Amanda Nilsson est une policière âgée de trente-neuf ans. Son enquête sur le spectaculaire accident de voiture d’Elisabeth Barakel est close. Il n’est pas exclu que ce soit un suicide. Bien que souffrant déjà de nausées, Amanda est bientôt chargée du meurtre de Larsson. Elle ne voit guère le lien entre un verset de la Genèse inscrit chez la victime et ce meurtre cruel. Son amant Moïse, médecin légiste, ne lui est pas d’un réel secours quant à son état de santé. Amanda va s’interroger sur l’implication de Nova dans cette affaire. De son côté, la jeune fille hérite de sa mère une très grosse somme, pour moitié avec la fondation FON représentée par Peter Dagon. L’homme de loi Nils Vetman refuse d’en dire plus sur cette association inconnue. Si le crime donne une image négative du combat pour l’environnement, Arvid reste motivé. Il pirate avec succès le réseau téléphonique de la compagnie d’aviation SAS, brouillant tous les appels.
Chacune séparément, Amanda et Nora se renseignent sur les Nephilim, évoqués dans le verset de la Genèse. Fouillant par ailleurs dans les papiers de sa défunte mère, Nova se sent brutalement seule, sans racines, sans repères. Quand Jan Mattson, PDG de la compagnie SAS, est assassiné à son tour, Nova semble de nouveau impliquée. Amanda n’ignore pas que la jeune fille a naguère déjà tué un homme, dans des circonstances particulières. Quand la police intervient chez elle, Nora s’échappe par les toits. Le domicile est truffé de preuves contre la fuyarde. Tandis qu’Arvid est arrêté et interrogé, Nora s’arrange pour qu’on perde sa trace, créant de fausses pistes. Au risque qu’une bavure ne se produise à l’aéroport. Équipée pour la randonnée et le camping, Nora reste anonyme dans la région de Stockholm. Elle ignore encore qui sont vraiment ses adversaires, ces secrets Nephilim, un clan de purs et durs tuant sans pitié pour leur cause…
Ce premier roman de la Suédoise Åsa Schwarz publié en France est réellement une excellente surprise. D’abord, nous suivons une héroïne idéaliste qui, plongée dans une énigmatique suite criminelle, parvient à surmonter fort habilement les épreuves. Malgré un certain désarroi, puisqu’elle vient de perdre sa mère. On est vraiment avec elle, plutôt content qu’elle berne longtemps la police. Pourtant, on a aussi de la sympathie pour Amanda, l’autre personnage principal.

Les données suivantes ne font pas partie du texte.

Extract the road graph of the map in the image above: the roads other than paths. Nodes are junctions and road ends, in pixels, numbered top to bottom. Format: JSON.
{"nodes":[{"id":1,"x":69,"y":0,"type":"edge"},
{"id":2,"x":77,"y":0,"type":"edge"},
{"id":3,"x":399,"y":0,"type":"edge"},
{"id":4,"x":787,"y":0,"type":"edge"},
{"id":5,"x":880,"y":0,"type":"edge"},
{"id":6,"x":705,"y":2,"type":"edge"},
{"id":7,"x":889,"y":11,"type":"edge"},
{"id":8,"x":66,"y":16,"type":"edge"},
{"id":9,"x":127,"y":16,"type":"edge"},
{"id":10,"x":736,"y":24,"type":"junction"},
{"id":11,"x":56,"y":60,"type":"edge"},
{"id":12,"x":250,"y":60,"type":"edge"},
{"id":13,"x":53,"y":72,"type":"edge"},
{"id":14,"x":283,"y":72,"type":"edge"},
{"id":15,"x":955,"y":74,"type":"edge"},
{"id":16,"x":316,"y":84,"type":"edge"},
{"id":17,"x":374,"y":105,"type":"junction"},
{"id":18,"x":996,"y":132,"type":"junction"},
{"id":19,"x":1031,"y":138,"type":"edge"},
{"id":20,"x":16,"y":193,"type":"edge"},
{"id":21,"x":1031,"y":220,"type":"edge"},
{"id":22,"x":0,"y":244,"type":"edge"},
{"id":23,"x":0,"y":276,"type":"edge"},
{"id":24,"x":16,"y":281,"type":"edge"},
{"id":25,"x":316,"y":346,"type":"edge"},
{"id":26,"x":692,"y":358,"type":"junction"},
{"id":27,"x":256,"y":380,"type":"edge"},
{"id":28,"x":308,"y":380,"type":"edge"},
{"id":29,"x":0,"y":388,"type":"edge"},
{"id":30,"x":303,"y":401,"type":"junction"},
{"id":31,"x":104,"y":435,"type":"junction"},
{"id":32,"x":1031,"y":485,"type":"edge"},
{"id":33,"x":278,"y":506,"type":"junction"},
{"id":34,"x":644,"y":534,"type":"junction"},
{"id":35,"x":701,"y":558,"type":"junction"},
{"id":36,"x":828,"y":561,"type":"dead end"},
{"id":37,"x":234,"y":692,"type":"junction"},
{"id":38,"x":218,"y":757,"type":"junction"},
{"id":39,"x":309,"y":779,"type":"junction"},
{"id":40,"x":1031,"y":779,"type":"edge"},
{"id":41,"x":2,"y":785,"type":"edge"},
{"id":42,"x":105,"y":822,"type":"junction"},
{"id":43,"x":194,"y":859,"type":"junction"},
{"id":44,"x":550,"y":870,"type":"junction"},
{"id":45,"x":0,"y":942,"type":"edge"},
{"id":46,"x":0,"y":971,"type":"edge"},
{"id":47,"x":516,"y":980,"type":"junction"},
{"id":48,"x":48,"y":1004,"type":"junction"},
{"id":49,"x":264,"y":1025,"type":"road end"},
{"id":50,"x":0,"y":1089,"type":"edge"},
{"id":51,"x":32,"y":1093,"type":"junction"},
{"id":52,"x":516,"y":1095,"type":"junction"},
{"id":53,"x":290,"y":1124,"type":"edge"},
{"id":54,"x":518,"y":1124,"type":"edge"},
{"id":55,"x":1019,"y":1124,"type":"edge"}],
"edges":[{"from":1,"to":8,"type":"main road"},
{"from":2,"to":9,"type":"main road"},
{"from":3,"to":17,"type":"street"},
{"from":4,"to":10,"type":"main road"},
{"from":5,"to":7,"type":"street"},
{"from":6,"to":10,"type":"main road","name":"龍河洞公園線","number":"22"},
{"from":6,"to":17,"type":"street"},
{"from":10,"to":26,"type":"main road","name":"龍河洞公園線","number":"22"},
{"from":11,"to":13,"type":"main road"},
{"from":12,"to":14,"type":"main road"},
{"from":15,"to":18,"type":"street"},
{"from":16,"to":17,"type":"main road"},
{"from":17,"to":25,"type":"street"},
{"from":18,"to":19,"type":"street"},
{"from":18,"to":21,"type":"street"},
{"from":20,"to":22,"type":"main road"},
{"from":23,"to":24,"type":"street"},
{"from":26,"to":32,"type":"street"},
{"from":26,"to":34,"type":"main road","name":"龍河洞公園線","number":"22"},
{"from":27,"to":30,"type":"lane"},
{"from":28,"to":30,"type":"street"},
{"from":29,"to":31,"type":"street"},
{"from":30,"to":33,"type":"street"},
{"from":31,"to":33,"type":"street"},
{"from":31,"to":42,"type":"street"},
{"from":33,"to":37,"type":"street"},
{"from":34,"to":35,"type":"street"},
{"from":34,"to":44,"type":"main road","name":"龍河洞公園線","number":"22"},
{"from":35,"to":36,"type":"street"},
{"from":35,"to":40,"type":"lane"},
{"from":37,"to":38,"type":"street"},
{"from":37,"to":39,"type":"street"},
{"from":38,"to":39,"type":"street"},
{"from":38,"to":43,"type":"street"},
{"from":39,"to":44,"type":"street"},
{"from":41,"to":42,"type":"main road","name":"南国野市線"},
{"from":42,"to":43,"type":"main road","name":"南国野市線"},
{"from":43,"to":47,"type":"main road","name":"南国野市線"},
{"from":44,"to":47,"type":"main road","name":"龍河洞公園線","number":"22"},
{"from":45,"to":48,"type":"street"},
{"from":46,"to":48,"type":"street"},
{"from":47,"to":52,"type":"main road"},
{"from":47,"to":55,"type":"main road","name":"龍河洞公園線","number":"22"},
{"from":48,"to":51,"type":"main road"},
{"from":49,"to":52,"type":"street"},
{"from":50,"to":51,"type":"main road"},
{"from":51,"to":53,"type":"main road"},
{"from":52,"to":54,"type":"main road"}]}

Si elle se trompe de coupable, ce n’est pas là sa seule erreur. Car la manipulation est ici présente sous plusieurs aspects. La narration installe un bel équilibre entre ces deux femmes, en évitant le piège d’une complémentarité factice. Elles sont très différentes, mais confrontées à une affaire qui leur donne des points communs.
La référence biblique aux Nephilim est astucieuse, puisque permettant une sorte de parallèle actuel. Quant à “L’anomalie d’Ararat”, c’est une des clés du mystère. Par ailleurs, les questions de “bilan carbone” restent assez floues pour la plupart d’entre nous, même sensibilisés au sujet environnemental. Néanmoins, l’auteur introduit quelques bons argumentaires sur les problèmes des gaz à effet de serre. Notamment à propos des sociétés se prétendant vertueuses en matière d’écologie, vaste hypocrisie. Elle cite aussi la position des sceptiques. Voilà un suspense riche en thématiques et en péripéties dangereuses. C’est bien ce qui rend sa lecture enthousiasmante. Soulignons la traduction de Caroline Berg, qui apparaît de belle qualité, ajoutant sans doute de la fluidité au récit.